El panorama mundial es desalentador. Los movimientos populares surgidos en distintos puntos del globo como protesta por los abusos del sistema económico imperante se han estrellado contra un muro de represión, cuya violencia demuestra que los dueños del capital están dispuestos a cualquier extremo con tal de impedir una vuelta a sistemas más democráticos y a un reparto justo de la riqueza. Aun cuando el sistema neoliberal ha sido puesto en cruda evidencia ante los pueblos que sufren sus abusos, estos todavía carecen de los medios y del espacio para recuperar el protagonismo político ante gobiernos totalmente secuestrados por grupos económicos y financieros, locales e internacionales.
El juego, hábilmente estructurado desde los despachos de las poderosas multinacionales y los estamentos políticos del primer mundo, cuenta con la complicidad de otros centros de poder entre los cuales destacan, por su influencia, los grandes consorcios periodísticos. Sin embargo, las consecuencias de esa voracidad comienzan a golpear con fuerza a los mismos que han apostado por el desequilibrio, el incremento de la pobreza y la sobreexplotación de los recursos. Esto, debido a políticas que han desatado una ola indetenible de movimientos migratorios y cuantiosas pérdidas humanas y económicas debido a los efectos devastadores de un cambio climático cuya existencia niegan con gran énfasis.
En América Latina, un continente transformado en laboratorio de un sistema neoliberal extremo, el esquema de poderes ha ido consolidándose alrededor de personajes cuyo papel no va más allá de agachar la cabeza y aceptar las condiciones impuestas desde la Casa Blanca. Para ello, cuentan con el aval para aprovechar el período y enriquecerse con los recursos públicos, amarrar lazos con grupos de élite empresarial y buscar la protección de ejércitos entrenados para mantener el estatus quo, todo ello siempre y cuando repriman toda posibilidad de rebelión popular. Así las cosas, la población de los países administrados bajo un sistema neoliberal -cuyo objetivo reside en explotar al máximo los privilegios otorgados por gobiernos corruptos- se encuentra imposibilitada de ejercer una ciudadanía activa y, mucho menos aún, de participar políticamente en iguales condiciones.

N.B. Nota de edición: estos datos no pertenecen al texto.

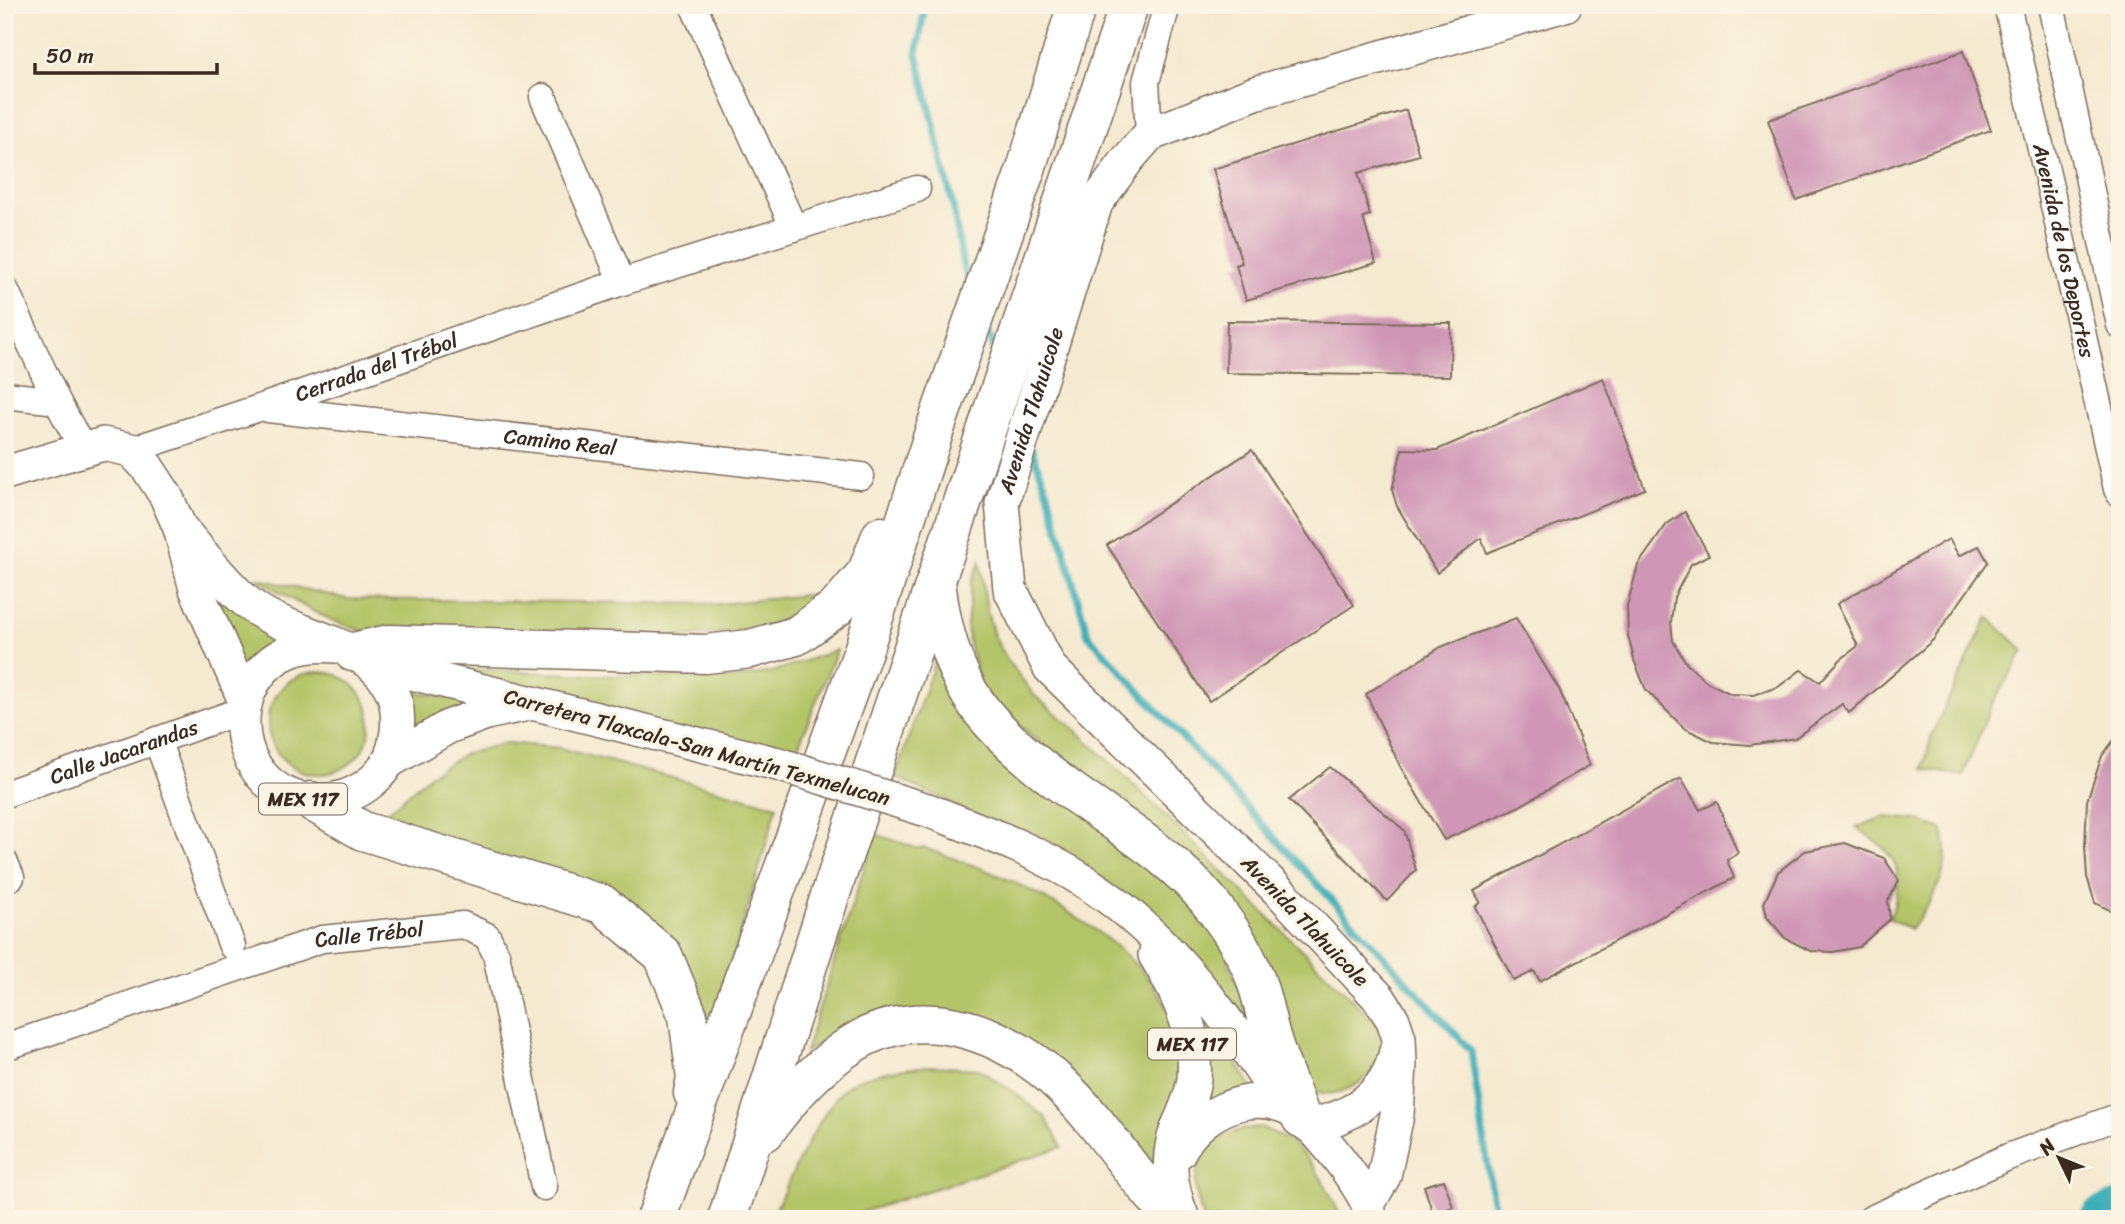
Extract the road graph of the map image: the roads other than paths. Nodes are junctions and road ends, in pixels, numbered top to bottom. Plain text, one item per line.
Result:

Cuando en alguno de nuestros países se les voltea la tortilla –como está sucediendo en la República Argentina- los poderes ocultos del sistema se ponen en “modo emergencia” y comienzan a echar mano de todos los mecanismos posibles para convencer a la ciudadanía de las bondades de su estilo de administración, utilizando tácticas populistas –tardías y evidentemente falsas- y echando mano al siempre bienvenido apoyo de los consorcios periodísticos y de las organizaciones gremiales que los apoyan. Ante esa arremetida de los poderes, el riesgo de retroceso está siempre presente.
Otro ejemplo es el resultado del proceso electoral en Guatemala, celebrado el mismo día que en el país sudamericano, solo que en este caso las cartas ya habían sido convenientemente marcadas para evitar cualquier desviación de la ruta establecida desde el Departamento de Estado. Por lo tanto, gracias a esos ases bajo la manga del gobierno actual, Guatemala no solo mantiene un estatus de “cero riesgos” para el sistema de explotación de sus recursos y cooptación de sus instituciones, sino además cuenta con la ventaja de un ambiente ciudadano temeroso y psicológicamente preparado para lo que viene: cuatro años más de lo mismo y, posiblemente, en peores condiciones para el ejercicio libre de sus derechos democráticos.